[Excerpts from a dataset]
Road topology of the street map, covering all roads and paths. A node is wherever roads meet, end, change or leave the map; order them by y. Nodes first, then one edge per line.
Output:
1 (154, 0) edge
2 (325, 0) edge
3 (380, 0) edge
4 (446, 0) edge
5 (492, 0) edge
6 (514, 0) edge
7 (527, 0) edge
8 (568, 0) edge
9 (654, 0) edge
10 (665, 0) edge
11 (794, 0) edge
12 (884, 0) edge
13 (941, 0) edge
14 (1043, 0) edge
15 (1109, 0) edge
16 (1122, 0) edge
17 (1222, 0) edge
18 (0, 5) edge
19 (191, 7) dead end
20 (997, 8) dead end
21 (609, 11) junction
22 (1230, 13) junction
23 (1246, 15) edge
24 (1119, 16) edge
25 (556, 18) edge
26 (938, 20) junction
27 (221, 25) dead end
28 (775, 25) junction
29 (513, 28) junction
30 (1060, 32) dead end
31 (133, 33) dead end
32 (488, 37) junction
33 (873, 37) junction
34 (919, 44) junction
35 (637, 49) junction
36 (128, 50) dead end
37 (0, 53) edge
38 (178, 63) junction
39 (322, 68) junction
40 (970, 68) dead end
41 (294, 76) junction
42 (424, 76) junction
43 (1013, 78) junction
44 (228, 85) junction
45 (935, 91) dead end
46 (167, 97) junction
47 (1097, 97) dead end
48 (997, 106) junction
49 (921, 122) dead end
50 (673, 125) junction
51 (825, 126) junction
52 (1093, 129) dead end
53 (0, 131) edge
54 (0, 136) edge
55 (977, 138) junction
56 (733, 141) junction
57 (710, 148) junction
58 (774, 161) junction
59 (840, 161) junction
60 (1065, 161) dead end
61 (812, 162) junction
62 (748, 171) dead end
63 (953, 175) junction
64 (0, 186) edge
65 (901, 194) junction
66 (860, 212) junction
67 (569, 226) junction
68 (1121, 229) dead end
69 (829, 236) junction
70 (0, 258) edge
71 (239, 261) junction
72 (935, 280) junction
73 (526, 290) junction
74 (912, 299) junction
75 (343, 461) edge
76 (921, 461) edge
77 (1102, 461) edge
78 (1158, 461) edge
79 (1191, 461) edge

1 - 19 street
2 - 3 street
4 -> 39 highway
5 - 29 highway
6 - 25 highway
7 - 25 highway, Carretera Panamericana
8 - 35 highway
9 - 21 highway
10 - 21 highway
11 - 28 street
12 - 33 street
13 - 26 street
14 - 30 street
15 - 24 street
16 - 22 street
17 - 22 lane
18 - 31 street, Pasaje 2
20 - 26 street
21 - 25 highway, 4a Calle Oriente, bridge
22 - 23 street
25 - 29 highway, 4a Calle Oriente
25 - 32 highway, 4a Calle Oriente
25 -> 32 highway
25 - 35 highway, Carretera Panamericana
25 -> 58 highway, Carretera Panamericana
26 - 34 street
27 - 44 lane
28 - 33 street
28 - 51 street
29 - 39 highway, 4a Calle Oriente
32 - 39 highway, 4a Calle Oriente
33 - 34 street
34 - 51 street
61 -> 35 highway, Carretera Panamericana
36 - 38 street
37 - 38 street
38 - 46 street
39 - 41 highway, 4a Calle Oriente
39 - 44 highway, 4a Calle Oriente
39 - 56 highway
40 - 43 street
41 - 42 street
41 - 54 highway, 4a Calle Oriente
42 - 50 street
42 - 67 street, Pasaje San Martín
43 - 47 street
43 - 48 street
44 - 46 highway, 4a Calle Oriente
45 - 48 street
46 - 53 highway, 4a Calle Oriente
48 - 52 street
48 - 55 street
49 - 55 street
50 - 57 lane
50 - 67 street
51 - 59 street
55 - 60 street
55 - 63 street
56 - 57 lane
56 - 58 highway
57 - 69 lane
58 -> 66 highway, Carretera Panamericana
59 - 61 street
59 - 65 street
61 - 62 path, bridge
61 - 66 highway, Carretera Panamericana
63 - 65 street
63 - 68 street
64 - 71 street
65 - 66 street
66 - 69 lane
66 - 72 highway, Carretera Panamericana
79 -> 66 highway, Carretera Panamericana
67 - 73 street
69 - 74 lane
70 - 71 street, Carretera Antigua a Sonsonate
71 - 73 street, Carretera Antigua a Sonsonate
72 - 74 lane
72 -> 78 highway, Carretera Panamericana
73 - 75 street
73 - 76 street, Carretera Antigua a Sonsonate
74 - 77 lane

◆ **Task directions**
Retype the data shown above so that each line matches the original.

◆ **Output below**
Road topology of the street map, covering all roads and paths. A node is wherever roads meet, end, change or leave the map; order them by y. Nodes first, then one edge per line.
Output:
1 (154, 0) edge
2 (325, 0) edge
3 (380, 0) edge
4 (446, 0) edge
5 (492, 0) edge
6 (514, 0) edge
7 (527, 0) edge
8 (568, 0) edge
9 (654, 0) edge
10 (665, 0) edge
11 (794, 0) edge
12 (884, 0) edge
13 (941, 0) edge
14 (1043, 0) edge
15 (1109, 0) edge
16 (1122, 0) edge
17 (1222, 0) edge
18 (0, 5) edge
19 (191, 7) dead end
20 (997, 8) dead end
21 (609, 11) junction
22 (1230, 13) junction
23 (1246, 15) edge
24 (1119, 16) edge
25 (556, 18) edge
26 (938, 20) junction
27 (221, 25) dead end
28 (775, 25) junction
29 (513, 28) junction
30 (1060, 32) dead end
31 (133, 33) dead end
32 (488, 37) junction
33 (873, 37) junction
34 (919, 44) junction
35 (637, 49) junction
36 (128, 50) dead end
37 (0, 53) edge
38 (178, 63) junction
39 (322, 68) junction
40 (970, 68) dead end
41 (294, 76) junction
42 (424, 76) junction
43 (1013, 78) junction
44 (228, 85) junction
45 (935, 91) dead end
46 (167, 97) junction
47 (1097, 97) dead end
48 (997, 106) junction
49 (921, 122) dead end
50 (673, 125) junction
51 (825, 126) junction
52 (1093, 129) dead end
53 (0, 131) edge
54 (0, 136) edge
55 (977, 138) junction
56 (733, 141) junction
57 (710, 148) junction
58 (774, 161) junction
59 (840, 161) junction
60 (1065, 161) dead end
61 (812, 162) junction
62 (748, 171) dead end
63 (953, 175) junction
64 (0, 186) edge
65 (901, 194) junction
66 (860, 212) junction
67 (569, 226) junction
68 (1121, 229) dead end
69 (829, 236) junction
70 (0, 258) edge
71 (239, 261) junction
72 (935, 280) junction
73 (526, 290) junction
74 (912, 299) junction
75 (343, 461) edge
76 (921, 461) edge
77 (1102, 461) edge
78 (1158, 461) edge
79 (1191, 461) edge

1 - 19 street
2 - 3 street
4 -> 39 highway
5 - 29 highway
6 - 25 highway
7 - 25 highway, Carretera Panamericana
8 - 35 highway
9 - 21 highway
10 - 21 highway
11 - 28 street
12 - 33 street
13 - 26 street
14 - 30 street
15 - 24 street
16 - 22 street
17 - 22 lane
18 - 31 street, Pasaje 2
20 - 26 street
21 - 25 highway, 4a Calle Oriente, bridge
22 - 23 street
25 - 29 highway, 4a Calle Oriente
25 - 32 highway, 4a Calle Oriente
25 -> 32 highway
25 - 35 highway, Carretera Panamericana
25 -> 58 highway, Carretera Panamericana
26 - 34 street
27 - 44 lane
28 - 33 street
28 - 51 street
29 - 39 highway, 4a Calle Oriente
32 - 39 highway, 4a Calle Oriente
33 - 34 street
34 - 51 street
61 -> 35 highway, Carretera Panamericana
36 - 38 street
37 - 38 street
38 - 46 street
39 - 41 highway, 4a Calle Oriente
39 - 44 highway, 4a Calle Oriente
39 - 56 highway
40 - 43 street
41 - 42 street
41 - 54 highway, 4a Calle Oriente
42 - 50 street
42 - 67 street, Pasaje San Martín
43 - 47 street
43 - 48 street
44 - 46 highway, 4a Calle Oriente
45 - 48 street
46 - 53 highway, 4a Calle Oriente
48 - 52 street
48 - 55 street
49 - 55 street
50 - 57 lane
50 - 67 street
51 - 59 street
55 - 60 street
55 - 63 street
56 - 57 lane
56 - 58 highway
57 - 69 lane
58 -> 66 highway, Carretera Panamericana
59 - 61 street
59 - 65 street
61 - 62 path, bridge
61 - 66 highway, Carretera Panamericana
63 - 65 street
63 - 68 street
64 - 71 street
65 - 66 street
66 - 69 lane
66 - 72 highway, Carretera Panamericana
79 -> 66 highway, Carretera Panamericana
67 - 73 street
69 - 74 lane
70 - 71 street, Carretera Antigua a Sonsonate
71 - 73 street, Carretera Antigua a Sonsonate
72 - 74 lane
72 -> 78 highway, Carretera Panamericana
73 - 75 street
73 - 76 street, Carretera Antigua a Sonsonate
74 - 77 lane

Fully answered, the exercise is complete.